18.10.2011  |  Marketwired
VANCOUVER, BRITISH COLUMBIA -- (Marketwire) -- 10/18/11 -- Cangold Limited (TSX VENTURE: CLD) (the 'Company') is pleased to report that it has completed the previously announced acquisition transaction for the option to purchase an indirect interest in the Ixhuatan advanced stage gold project ('Ixhuatan Project') in Mexico from Brigus Gold ULC ('Brigus'), deemed a reverse takeover ('RTO') by the TSX Venture Exchange (the 'Exchange').

The property comprises 4,176 hectares and is host to the Campamento gold deposit and several gold and gold-silver mineralized zones and exploration targets. The Campamento deposit contains a Canadian National Instrument ('NI') 43-101 compliant (2006) mineral resource estimate of 1,041,000 ounces of gold and 4,400,000 ounces of silver within 17.6 million tonnes at an average gold grade of 1.84g/t and average silver grade of 7.79g/t in the Measured and Indicated categories, as well as additional Inferred Resources of 703,000 ounces of gold and 2,260,000 ounces of silver within 21.8 million tonnes at average grades of 1.01g/t gold and 3.23g/t silver, all using a 0.50g/t gold cut-off.

'We are extremely pleased to have concluded this transaction with Brigus to advance the Ixhuatan Project,' stated Robert Archer, Cangold's President & CEO. 'With a substantial compliant gold resource and more than 89,000 metres of drilling in 342 holes completed at Ixhuatan, the project offers Cangold an opportunity to join the ranks of the junior gold producers.'

An updated (P. Secombe, May 18, 2011) NI 43-101 report on the Ixhuatan Project, filed on SEDAR, recommends that Cangold proceed with a pre-feasibility study on the Campamento Zone and the Company will be outlining its plans to follow these recommendations in due course.


Reverse Takeover

The RTO is described in the Company's Information Circular dated July 22, 2011 and in press releases of the Company dated April 26, 2011, May 26, 2011, June 13, 2011, July 18, 2011 and August 26, 2011 filed on SEDAR, and includes the following:

The Company has entered into an option agreement (the 'Agreement') dated September 27, 2011, between the Company, Coboro Minerales de Mexico, S.A. de C.V. (the 'Company's Subsidiary'), Brigus Gold ULC and Linear Gold Mexico, S.A. de C.V. ('Linear'), pursuant to which the Company has the option to acquire 75% of the issued and outstanding shares of Linear from Brigus (the 'Option').
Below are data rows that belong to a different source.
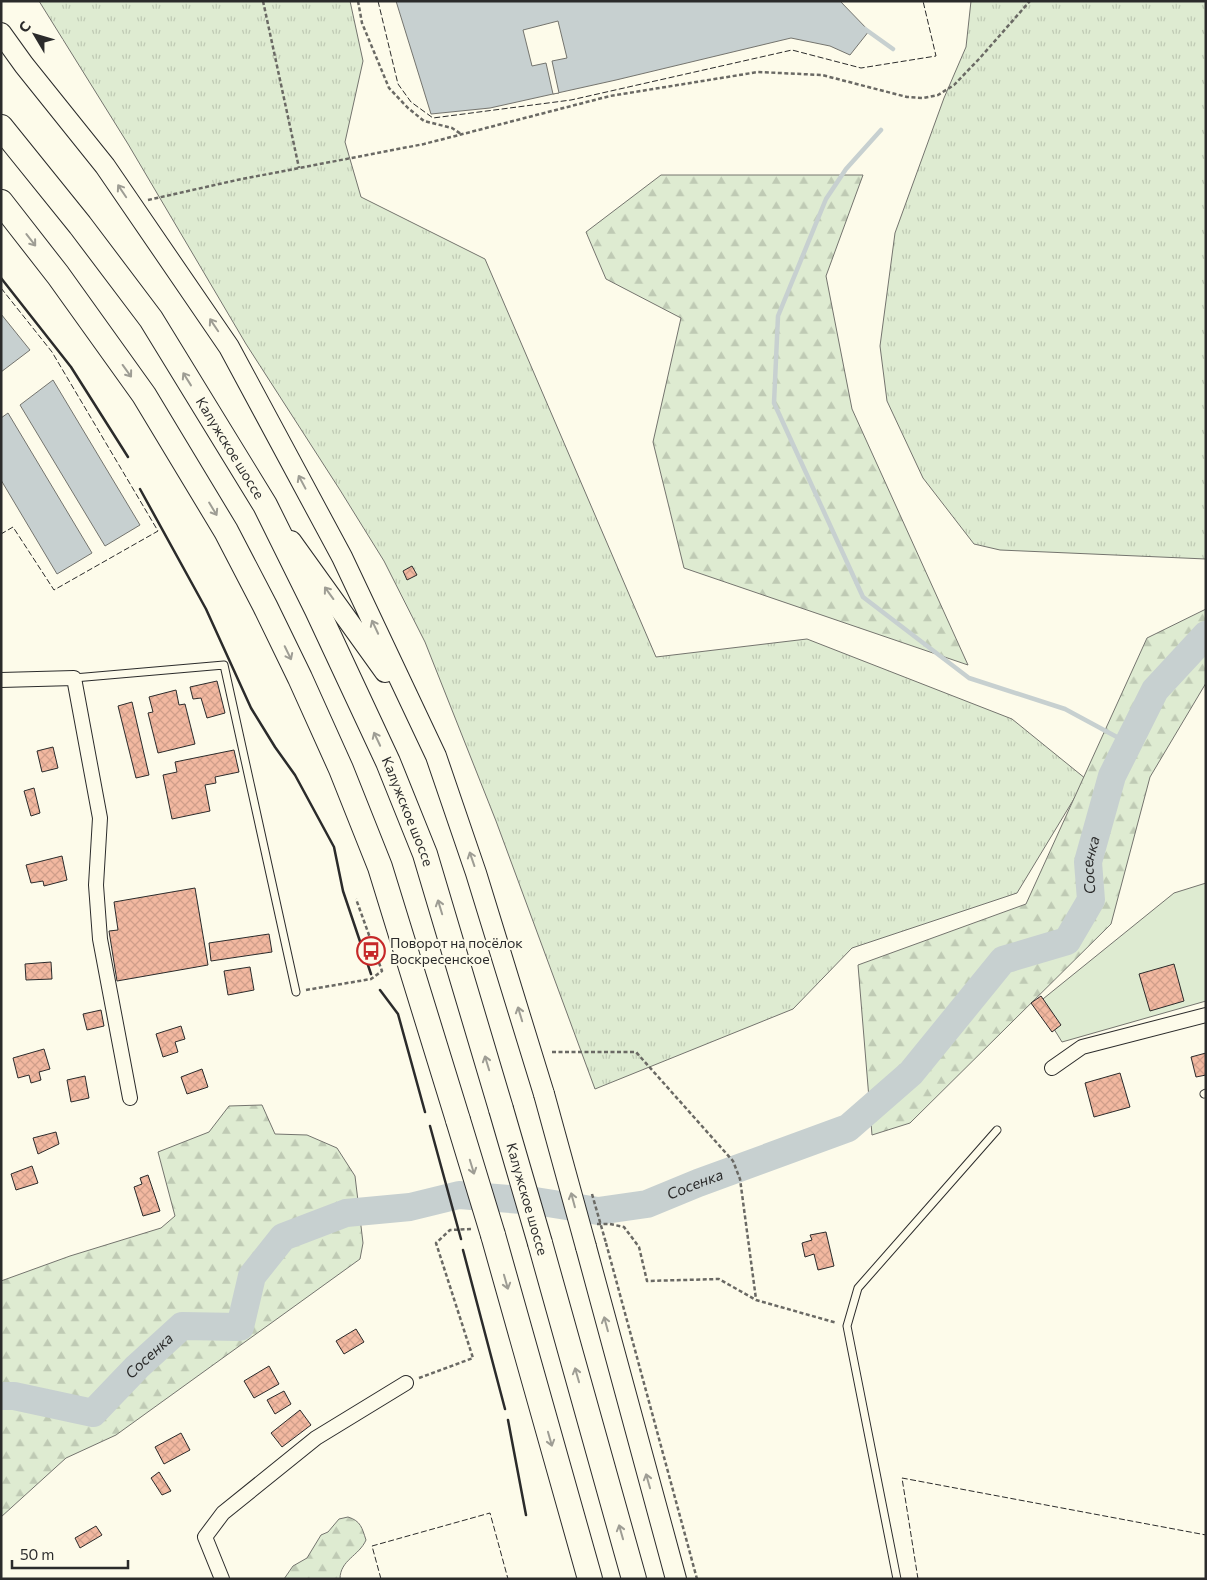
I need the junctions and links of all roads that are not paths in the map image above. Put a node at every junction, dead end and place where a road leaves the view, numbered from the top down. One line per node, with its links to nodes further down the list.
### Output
1 (1, 33): 7 (main road, one-way to 1)
2 (1, 127): 4 (highway, Калужское шоссе, one-way to 2)
3 (1, 202): 15 (highway, one-way to 15, bridge)
4 (265, 505): 7 (main road, one-way to 4); 16 (highway, Калужское шоссе, one-way to 4, bridge)
5 (74, 678): 6 (street); 8 (lane); 11 (street)
6 (1, 680)
7 (418, 718): 17 (main road, one-way to 7, bridge)
8 (296, 992)
9 (1206, 1015): 10 (street)
10 (1052, 1068)
11 (130, 1098)
12 (997, 1130): 18 (lane)
13 (406, 1383): 14 (street)
14 (222, 1579)
15 (590, 1579)
16 (634, 1579)
17 (676, 1579)
18 (897, 1579)

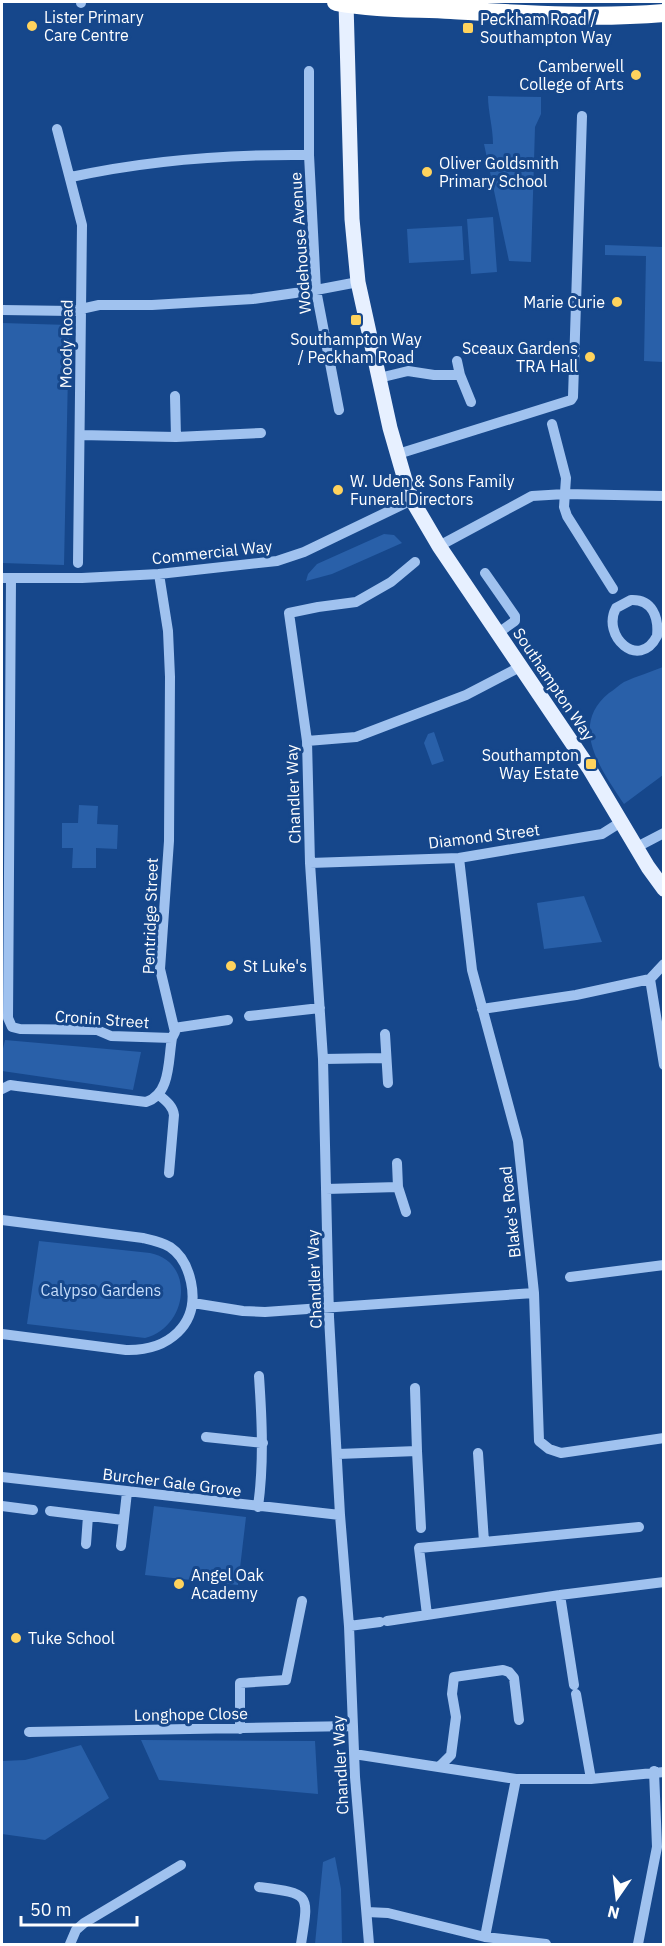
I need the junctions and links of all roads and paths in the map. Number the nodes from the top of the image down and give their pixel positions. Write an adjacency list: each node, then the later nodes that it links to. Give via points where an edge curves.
1 (341, 2): 2 (highway); 9 (main road, Southampton Way)
2 (492, 7): 3 (highway, via 591,16)
3 (663, 12)
4 (309, 71): 7 (street, Wodehouse Avenue)
5 (582, 116): 23 (street, via 573,397)
6 (57, 129): 8 (street, Moody Road)
7 (309, 155): 8 (street, via 263,154 176,161); 10 (street, Wodehouse Avenue)
8 (71, 177): 11 (street, Moody Road, via 82,225)
9 (358, 282): 10 (street); 15 (main road, Southampton Way)
10 (316, 290): 11 (street, via 253,299 99,305); 18 (street, Wodehouse Avenue)
11 (82, 309): 12 (street); 21 (street, Moody Road)
12 (2, 310)
13 (457, 361): 14 (street)
14 (459, 375): 15 (street, via 408,371); 17 (street)
15 (379, 378): 23 (main road, Southampton Way)
16 (175, 396): 22 (street)
17 (471, 402)
18 (339, 410)
19 (552, 424): 24 (street, via 565,470)
20 (261, 433): 22 (street)
21 (80, 435): 22 (street); 29 (street, Moody Road)
22 (176, 437)
23 (398, 454): 26 (main road, Southampton Way)
24 (565, 494): 25 (street); 27 (street, via 527,498); 33 (street, via 569,522)
25 (663, 496)
26 (412, 500): 27 (main road, Southampton Way); 31 (street, Commercial Way, via 291,557 254,565)
27 (439, 546): 34 (main road, Southampton Way)
28 (416, 562): 37 (street, Chandler Way, via 356,602 288,613)
29 (78, 563)
30 (485, 573): 34 (street, via 515,616 515,621)
31 (159, 574): 32 (street, Commercial Way); 50 (street, Pentridge Street, via 170,677 169,841 160,969 174,1021)
32 (6, 578): 50 (street, Cronin Street, via 9,1024 20,1029 97,1030 111,1036)
33 (613, 589)
34 (498, 633): 36 (main road, Southampton Way)
35 (660, 637): 35 (street, via 646,649 635,651 625,647 613,628 616,608 631,600 648,604)
36 (520, 668): 37 (street, via 466,695 356,737); 38 (main road, Southampton Way)
37 (307, 741): 42 (street, Chandler Way)
38 (621, 822): 40 (main road, Southampton Way); 41 (street, Diamond Street, via 603,834)
39 (663, 832): 40 (street)
40 (636, 847): 43 (main road, Southampton Way)
41 (459, 858): 42 (street, Diamond Street); 47 (street, Blake's Road, via 472,970)
42 (310, 863): 46 (street, Chandler Way)
43 (663, 889)
44 (663, 964): 45 (street)
45 (650, 979): 47 (street); 54 (street)
46 (320, 1008): 48 (street); 53 (street, Chandler Way)
47 (482, 1009): 66 (street, Blake's Road, via 518,1141)
48 (249, 1016)
49 (228, 1020): 50 (street)
50 (173, 1033): 57 (street, Pentridge Street)
51 (385, 1035): 52 (street)
52 (385, 1058): 53 (street); 55 (street)
53 (323, 1059): 61 (street, Chandler Way)
54 (663, 1065)
55 (388, 1083)
56 (2, 1089): 57 (street, via 10,1085 146,1102)
57 (159, 1095): 59 (street, via 174,1115)
58 (397, 1163): 60 (street)
59 (170, 1173)
60 (398, 1187): 61 (street); 62 (street)
61 (326, 1189): 68 (street, Chandler Way)
62 (406, 1212)
63 (2, 1220): 67 (street, via 162,1243 186,1265)
64 (663, 1265): 65 (street)
65 (570, 1278)
66 (534, 1293): 68 (street); 73 (street, Blake's Road, via 539,1441 561,1453)
67 (193, 1302): 68 (street, via 255,1312); 69 (street, via 189,1316 176,1334 143,1350)
68 (329, 1308): 77 (street, Chandler Way)
69 (2, 1334)
70 (259, 1376): 74 (street)
71 (415, 1388): 75 (street)
72 (206, 1437): 74 (street)
73 (663, 1438)
74 (263, 1443): 81 (street)
75 (417, 1451): 77 (street); 88 (street)
76 (478, 1453): 89 (street)
77 (338, 1454): 84 (street, Chandler Way)
78 (2, 1477): 79 (street, Burcher Gale Grove)
79 (127, 1492): 81 (street, Burcher Gale Grove); 86 (street)
80 (2, 1506): 82 (street)
81 (258, 1507): 84 (street, Burcher Gale Grove)
82 (33, 1510)
83 (50, 1511): 85 (street)
84 (340, 1515): 96 (street, Chandler Way)
85 (88, 1516): 86 (street); 90 (street)
86 (123, 1520): 91 (street)
87 (639, 1527): 89 (street)
88 (421, 1528)
89 (484, 1542): 95 (street, via 419,1548)
90 (86, 1544)
91 (121, 1546)
92 (663, 1582): 93 (street)
93 (560, 1595): 95 (street); 105 (street)
94 (302, 1601): 99 (street, via 286,1680 240,1683)
95 (427, 1615): 96 (street)
96 (349, 1626): 98 (street, Chandler Way)
97 (519, 1720): 102 (street, via 514,1678 509,1672 454,1677 456,1717 451,1755)
98 (353, 1726): 99 (street, Longhope Close); 101 (street, Chandler Way)
99 (240, 1729): 100 (street, Longhope Close)
100 (29, 1732)
101 (354, 1754): 102 (street); 108 (street, Chandler Way)
102 (440, 1766): 104 (street)
103 (659, 1772): 105 (street); 114 (street, via 657,1847)
104 (516, 1779): 105 (street); 109 (street)
105 (591, 1779)
106 (181, 1865): 110 (street, via 84,1923)
107 (259, 1887): 111 (street, via 299,1894 305,1902)
108 (367, 1912): 109 (street, via 388,1913); 112 (street, Chandler Way)
109 (485, 1937): 113 (street)
110 (70, 1944)
111 (301, 1944)
112 (369, 1944)
113 (546, 1944)
114 (638, 1944)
Linear holds a 100% interest in the Ixhuatan Project in Chiapas, Mexico.

In order to maintain the Option in good standing, the Company's Subsidiary shall:

a. pay to Brigus $1,000,000 and cause the Company to issue to Brigus 6,000,000 fully paid and non-assessable common shares in the capital of the Company ('Cangold Shares') upon the execution of the Agreement (now paid and issued, respectively);

b. pay to Brigus $1,000,000 and cause the Company to issue to Brigus 6,000,000 Cangold Shares 12 months after the execution of the Agreement; and

c. pay to Brigus $3,000,000 and cause the Company to issue to Brigus 4,000,000 Cangold Shares 24 months after the execution of the Agreement.


If the above payments are completed, the Option can be exercised by the Company's Subsidiary completing the following:

a. pay to Brigus $5,000,000 and cause the Company to issue to Brigus 4,000,000 Cangold Shares;

b. complete and deliver to Brigus an independent feasibility study ('Feasibility Study') within 36 months following the execution of the Agreement regarding the Ixhuatan Project; and

c. issue a promissory note to Brigus in an amount equal to $5.00 per ounce of Proven and Probable Reserves of gold established in the Feasibility Study, payable upon commencement of commercial production. Brigus will then retain a 2% Net Smelter Return royalty on any future production.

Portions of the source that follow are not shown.